Г. Кулиш обвиняет Козаков за то, что ‘козак жил добычею и для добычи. Добыча и слава на языке у него были неразлучны и воспеты в козацких песнях как одинаково нравственные’ (No 3. с. 354). В другом месте своей статьи (Русск. Арх. No 6. С. 114), говоря об отличии великорусских козацких песен, автор замечает, что ‘песни эти не смешивают нравственного понятия славы с безнравственным понятием добычи, как это делается в наших (малорусских) козацких песнях беспрестанно’.
Отчего это г. Кулишу понятие о славе кажется нравственным, а понятие о добыче безнравственным? Разве потому, что громкое слово ‘слава’ более пригодно для красноречия, чем слово ‘добыча’? Но как бы то ни было, нельзя ставить в вину козакам и признавать за ними как бы исключительно им одним принадлежащий порок — склонность к приобретению добычи: это свойство всех военных людей во все времена и во всех странах. начиная от полудиких шаек до армий цивилизованных народов. Разве в наше время на войнах не берут у неприятелей добычи и разве не поставляют себе в особую доблесть отнятие добычи? Когда разгромят неприятельский лагерь или возьмут приступом крепость, разве не забирают себе все неприятельские боевые и съестные запасы? А когда окончательно побеждают враждебную державу, разве не налагают на побежденную контрибуции? Что это, в сущности, как не та же добыча, которая так не нравится г. Кулишу в руках Козаков? Только в формах собрания и в способах разница, а суть все та же!
Г. Кулиш признает Козаков элементом безусловно вредным для государства и вооружается против тех исторических писателей, которые признавали Козаков вообще народом, в противоположность классам высшим, отрезавшимся от народа. Но где же правду спрятать, когда так было на самом деле? В Южной Руси высшие классы ополячились и окатоличились и, отклонившись от русского народа, стали его притеснять. Народ, теряя терпение, восставал, и число Козаков внезапно увеличивалось, потому что восставшие против панов назывались козаками: во всем южнорусском народе возникло стремление окозачиться, то есть сделаться свободным, свобода понималась не иначе как в виде козачества. Название козак, по народному понятию, значило вольный человек. Несколько повторенных одно за другим народных восстаний были усмирены, но потом разразилась эпоха Хмельницкого, поднялся весь народ разом и обратился в Козаков. Но когда восстание улеглось и водворяться стал общественный порядок, явилось стремление образовать из Козаков особое, в известном смысле привилегированное сословие, а простонародье продолжало питать желание обратиться всем в козаки. Вот суть всей общественной истории Малороссии. Козаки в юридическом смысле означали сословие военное, владевшее землями, свободное от податей и повинностей, падавших на прочих — не Козаков, а мужиков или посполитых, но в смысле народного воззрения слово козак значило свободного человека, каким хотелось быть всякому. Козаки как сословие было, однако, не малочисленным и всегда играло роль орудия, двигавшего механизмом политических интересов страны. Оттого Малороссия считалась и называлась козацкою землею, а ее народ — козацким народом. Поэтому нельзя обвинять тех, которые признавали Козаков за народ в противоположность высшим классам, потерявшим и народность, и живую связь духовную с простонародною массою.

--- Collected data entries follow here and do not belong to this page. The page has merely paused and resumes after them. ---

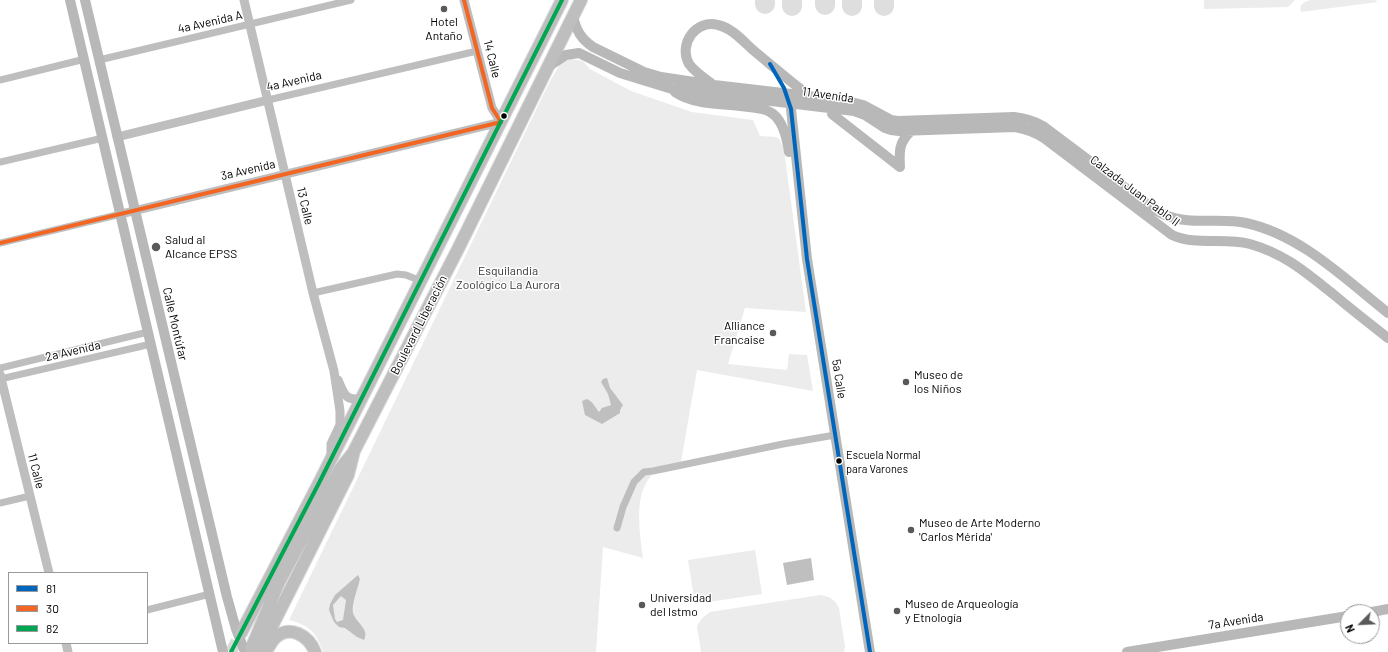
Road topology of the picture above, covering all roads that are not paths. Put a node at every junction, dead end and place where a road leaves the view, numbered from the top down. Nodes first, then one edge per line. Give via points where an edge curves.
1 (70, 0) edge
2 (84, 0) edge
3 (244, 0) edge
4 (351, 0) edge
5 (464, 0) edge
6 (562, 0) edge
7 (581, 0) edge
8 (573, 16) junction
9 (249, 24) junction
10 (477, 51) junction
11 (85, 60) junction
12 (99, 60) junction
13 (770, 64) junction
14 (549, 66) junction
15 (0, 80) edge
16 (714, 85) junction
17 (784, 88) dead end
18 (672, 89) junction
19 (803, 91) dead end
20 (268, 100) junction
21 (791, 109) dead end
22 (832, 114) dead end
23 (1022, 118) joint
24 (501, 122) junction
25 (1015, 127) joint
26 (911, 130) junction
27 (117, 137) junction
28 (104, 138) junction
29 (0, 162) edge
30 (285, 174) junction
31 (135, 210) junction
32 (121, 214) junction
33 (0, 243) edge
34 (807, 259) junction
35 (421, 281) junction
36 (314, 293) junction
37 (1388, 313) edge
38 (148, 332) junction
39 (1388, 338) edge
40 (151, 344) junction
41 (0, 368) edge
42 (334, 371) junction
43 (0, 377) edge
44 (362, 398) junction
45 (835, 435) junction
46 (354, 452) junction
47 (330, 461) junction
48 (30, 496) junction
49 (0, 502) edge
50 (617, 528) dead end
51 (49, 572) edge
52 (210, 594) junction
53 (148, 610) edge
54 (1340, 617) edge
55 (242, 631) tunnel mouth
56 (222, 651) edge
57 (257, 651) edge
58 (315, 652) edge
59 (872, 652) edge
60 (1127, 652) edge

1 - 11 main road
2 - 12 main road, Calle Montúfar
3 - 9 street, 13 Calle
4 - 9 street, 4a Avenida A
5 - 10 street, 14 Calle
6 - 24 highway, Boulevard Liberación
7 - 8 highway, Boulevard Liberación
8 - 14 highway, Boulevard Liberación
8 - 16 main road, 11 Avenida via 576,27 586,42 605,54 661,77
9 - 12 street, 4a Avenida A
9 - 20 street, 13 Calle
10 - 20 street, 4a Avenida
10 - 24 street, 14 Calle via 492,108
11 - 15 street
11 - 28 main road
12 - 27 main road, Calle Montúfar
13 - 16 main road via 726,28 710,24 702,26 689,36 686,53 694,70
13 - 17 main road
13 - 19 main road
14 - 18 main road, 11 Avenida via 566,55 579,53 644,82
14 - 46 highway, Boulevard Liberación
16 - 23 main road, 11 Avenida via 843,100 864,105 891,120 898,121
18 - 26 main road, 11 Avenida via 854,111 891,130
18 - 34 main road via 683,97 694,100 763,109 771,112 778,120 787,139 800,235
20 - 27 street, 4a Avenida
20 - 30 street, 13 Calle
21 - 34 main road, 5a Calle
22 - 26 main road via 900,167 900,146
23 - 37 main road, Calzada Juan Pablo II via 1043,126 1156,211 1178,220 1230,220 1262,226 1279,233 1313,254
24 - 30 street, 3a Avenida
24 - 35 highway, Boulevard Liberación
25 - 26 main road, 11 Avenida
25 - 39 main road, Calzada Juan Pablo II via 1035,132 1044,138 1179,239 1231,240 1275,253 1288,260
27 - 31 main road, Calle Montúfar
28 - 29 street
28 - 32 main road
30 - 31 street, 3a Avenida
30 - 36 street, 13 Calle
31 - 32 street, 3a Avenida
31 - 57 main road, Calle Montúfar via 227,597 236,629
32 - 33 street, 3a Avenida
32 - 38 main road
34 - 45 main road, 5a Calle
35 - 36 street via 397,274
35 - 44 highway, Boulevard Liberación
36 - 42 street, 13 Calle
38 - 40 main road
38 - 41 street, 2a Avenida
40 - 43 street, 2a Avenida
40 - 52 main road
42 - 44 street, 13 Calle via 348,398
42 - 47 street, 13 Calle via 340,425 332,444
43 - 48 street, 11 Calle
44 - 47 highway, Boulevard Liberación
45 - 50 street via 644,472 634,482
45 - 59 main road, 5a Calle
46 - 57 highway, Boulevard Liberación via 348,475
46 - 57 highway via 340,469 279,582
47 - 55 highway, Boulevard Liberación
48 - 49 street
48 - 51 street, 11 Calle
52 - 53 street
52 - 56 main road
54 - 60 main road, 7a Avenida
57 - 58 highway via 276,637 292,632 308,639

Впрочем, П.А. Кулиш до того увлекается, что сам себе противоречит. То он изображает Козаков врагами монархической власти — как и всякой власти вообще (Русск. Арх. No 3-й. С. 335 — 357), то сознается, что низшая среда козачества взирала на царя по-простонародному, как на олицетворение правды (С. 357. Ibid.). Но ведь низшая среда и составляла большинство, и оттого-то, что эта среда уважала царя, трудно было произвести возмущение и попытки многих произвести отложение Малороссии от России оказывались решительно неудачными.

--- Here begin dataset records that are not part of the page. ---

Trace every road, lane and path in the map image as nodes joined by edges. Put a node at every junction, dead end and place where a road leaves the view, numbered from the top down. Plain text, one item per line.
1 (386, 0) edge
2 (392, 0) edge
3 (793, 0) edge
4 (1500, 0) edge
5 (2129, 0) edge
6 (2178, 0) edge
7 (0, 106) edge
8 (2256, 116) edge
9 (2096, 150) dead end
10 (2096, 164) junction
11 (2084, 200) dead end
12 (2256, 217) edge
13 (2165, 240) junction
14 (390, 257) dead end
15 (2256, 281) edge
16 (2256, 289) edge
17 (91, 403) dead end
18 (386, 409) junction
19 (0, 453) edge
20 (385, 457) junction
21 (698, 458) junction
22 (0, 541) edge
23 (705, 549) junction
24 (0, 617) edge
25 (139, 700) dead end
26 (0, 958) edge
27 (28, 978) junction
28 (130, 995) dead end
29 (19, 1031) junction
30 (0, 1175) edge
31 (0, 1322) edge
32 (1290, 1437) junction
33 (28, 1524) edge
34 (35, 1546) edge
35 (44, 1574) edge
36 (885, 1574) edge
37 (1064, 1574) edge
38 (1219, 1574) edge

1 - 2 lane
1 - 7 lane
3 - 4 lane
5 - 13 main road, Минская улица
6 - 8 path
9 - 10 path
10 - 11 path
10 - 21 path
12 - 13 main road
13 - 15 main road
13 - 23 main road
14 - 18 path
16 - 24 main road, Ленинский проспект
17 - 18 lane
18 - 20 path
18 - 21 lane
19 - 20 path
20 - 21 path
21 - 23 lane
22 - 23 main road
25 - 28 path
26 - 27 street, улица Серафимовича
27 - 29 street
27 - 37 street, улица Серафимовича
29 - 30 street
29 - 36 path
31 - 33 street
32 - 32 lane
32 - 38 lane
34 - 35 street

Касаясь восстаний козацких против ополяченных панов Южной Руси, г. Кулиш берет панство и шляхетство под свою защиту и хочет уверить нас, что господство панов над украинским простонародьем было великое благодеяние для края в культурном отношении:
‘Спокойно возвратил (Петр Великий) мономаховщину олатиненным руссам, которые со времен Тарновских и Остророгов отдавали, подобно ему самому, лучшие силы свои на отбой азиатской дичи от Русской земли, и не ошибся в своем, не по-нашему сделанном деле. Начались новые подвиги культуры с новою колонизацией края. Полудиких его охранителей (козаков), не умевших даже пороховых рогов заменить лядунками, сменили теперь такие охранители, которые заботились не о своей добыче, а о том, чтобы плодоносная украинская почва, источник добычи благородной, не оставалась порожнею залежью. Спустя два-три десятка лет после Петра устроенные в этом крае имения стали приносить доходы, изумлявшие самих владельцев, совершиться это хозяйственное чудо могло только при отсутствии Козаков, ради оправдания которых мы представляем польских панов или окатоличенных руссов землевладельцами-тиранами. Это одна из наших литературных маний, внушенных дешевою гуманностью, без пособия всестороннего изучения предмета.

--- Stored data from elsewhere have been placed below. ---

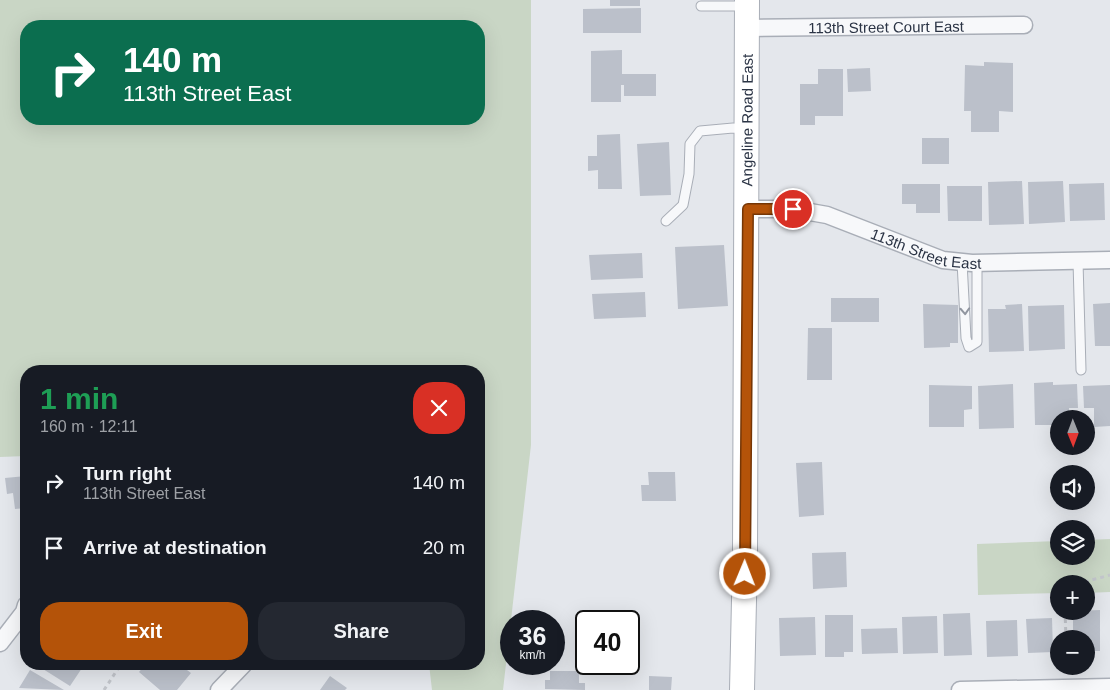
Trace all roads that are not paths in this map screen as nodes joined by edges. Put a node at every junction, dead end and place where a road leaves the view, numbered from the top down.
1 (701, 6) dead end
2 (747, 12) edge
3 (1024, 25) dead end
4 (747, 129) junction
5 (748, 209) junction
6 (666, 221) dead end
7 (1110, 260) edge
8 (1078, 261) junction
9 (970, 262) junction
10 (1081, 370) dead end
11 (20, 617) edge
12 (0, 643) edge
13 (238, 670) edge
14 (1110, 687) edge
15 (1077, 689) edge
16 (219, 690) edge
17 (742, 690) edge
18 (960, 690) edge

1 - 2 lane
2 - 3 street, 113th Street Court East
2 - 4 street, Angeline Road East
4 - 5 street, Angeline Road East
4 - 6 lane
5 - 9 street, 113th Street East
5 - 17 street, Angeline Road East
7 - 8 street, 113th Street East
8 - 9 street, 113th Street East
8 - 10 lane
9 -> 9 lane
11 - 12 street
13 - 16 street
14 - 15 street
15 - 18 street

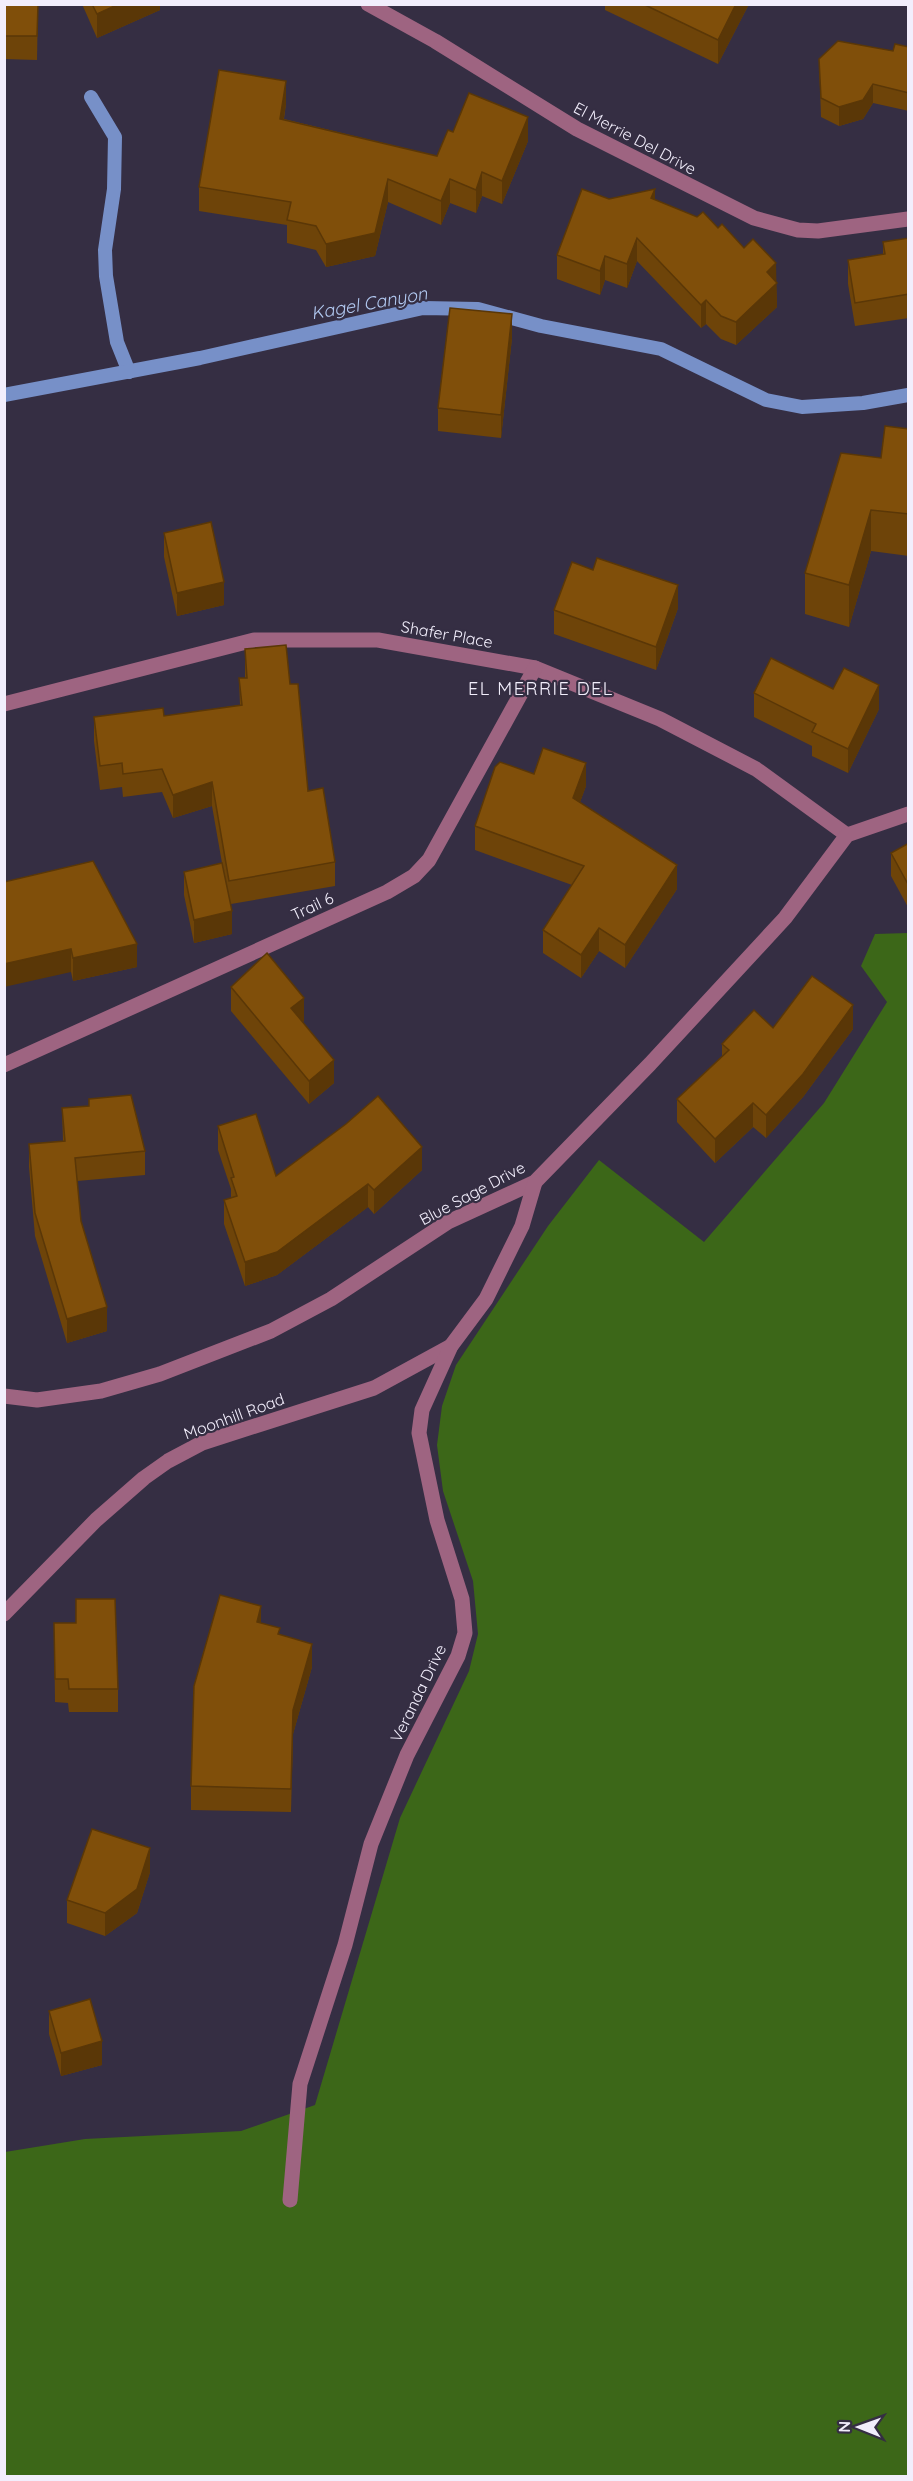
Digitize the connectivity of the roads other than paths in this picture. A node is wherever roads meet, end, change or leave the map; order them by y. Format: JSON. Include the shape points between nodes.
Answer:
{"nodes":[{"id":1,"x":368,"y":4,"type":"edge"},
{"id":2,"x":909,"y":219,"type":"edge"},
{"id":3,"x":535,"y":668,"type":"junction"},
{"id":4,"x":4,"y":704,"type":"edge"},
{"id":5,"x":909,"y":814,"type":"edge"},
{"id":6,"x":847,"y":836,"type":"junction"},
{"id":7,"x":4,"y":1065,"type":"edge"},
{"id":8,"x":535,"y":1182,"type":"junction"},
{"id":9,"x":451,"y":1346,"type":"junction"},
{"id":10,"x":4,"y":1396,"type":"edge"},
{"id":11,"x":4,"y":1614,"type":"edge"},
{"id":12,"x":290,"y":2200,"type":"dead end"}],
"edges":[{"from":1,"to":2,"type":"street","name":"El Merrie Del Drive","via":[[577,129],[754,218],[798,230],[818,231]]},
{"from":3,"to":4,"type":"street","name":"Shafer Place","via":[[378,640],[254,640]]},
{"from":3,"to":6,"type":"street","name":"Shafer Place","via":[[660,719],[756,769]]},
{"from":3,"to":7,"type":"street","name":"Trail 6","via":[[429,860],[414,876],[366,902]]},
{"from":5,"to":6,"type":"street"},
{"from":6,"to":8,"type":"street","name":"Blue Sage Drive","via":[[785,918]]},
{"from":8,"to":9,"type":"street","name":"Veranda Drive","via":[[522,1226],[486,1299]]},
{"from":8,"to":10,"type":"street","name":"Blue Sage Drive","via":[[448,1222],[332,1299],[271,1331],[160,1374],[101,1391],[37,1400]]},
{"from":9,"to":11,"type":"street","name":"Moonhill Road","via":[[374,1388],[202,1443],[168,1461],[96,1520]]},
{"from":9,"to":12,"type":"street","name":"Veranda Drive","via":[[422,1410],[419,1433],[437,1520],[462,1599],[465,1634],[458,1656],[407,1755],[371,1844],[345,1945],[300,2084]]}]}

На памяти живых еще в мое время людей крестьянские повинности в Западной Украине были так незначительны, что эти люди уверяли меня, будто панщины в Украине не было вовсе, и показания их совпадают с польскими известиями об украинском хозяйстве в эпоху Екатерины II. Что говорит козак-самовидец о положении крестьян перед хмельнищиною, то самое можно сказать о них в эпоху, предшествовавшую колиивщине: ‘Во всем жили обфито, в збожах, бидлах, пасеках’ (С. 365. Ibid.).
Но отчего же вспыхнула страшная колиивщина, возмутившая благосостояние такого элизиума? Г. Кулиш приписывает всю беду козакам-запорожцам: они-то, воротившись из Татарщины, куда загнал их Петр Великий, ‘различными путями привели этот вновь расцветший край к новой катастрофе’. К ним, козакам-запорожцам, явившимся в Западной Украине, однако, как всем известно, пристала масса народная. Г. Кулиш объясняет это так: пристала тогда к козакам-возмутителям собственно не вся народная масса, а ‘вся пьяная голь, все глупое, ленивое и безнравственное в Западной Украине было поднято на ноги, во имя веры и свободы против колонизаторов опустошенной их предками страны’ (ibid.).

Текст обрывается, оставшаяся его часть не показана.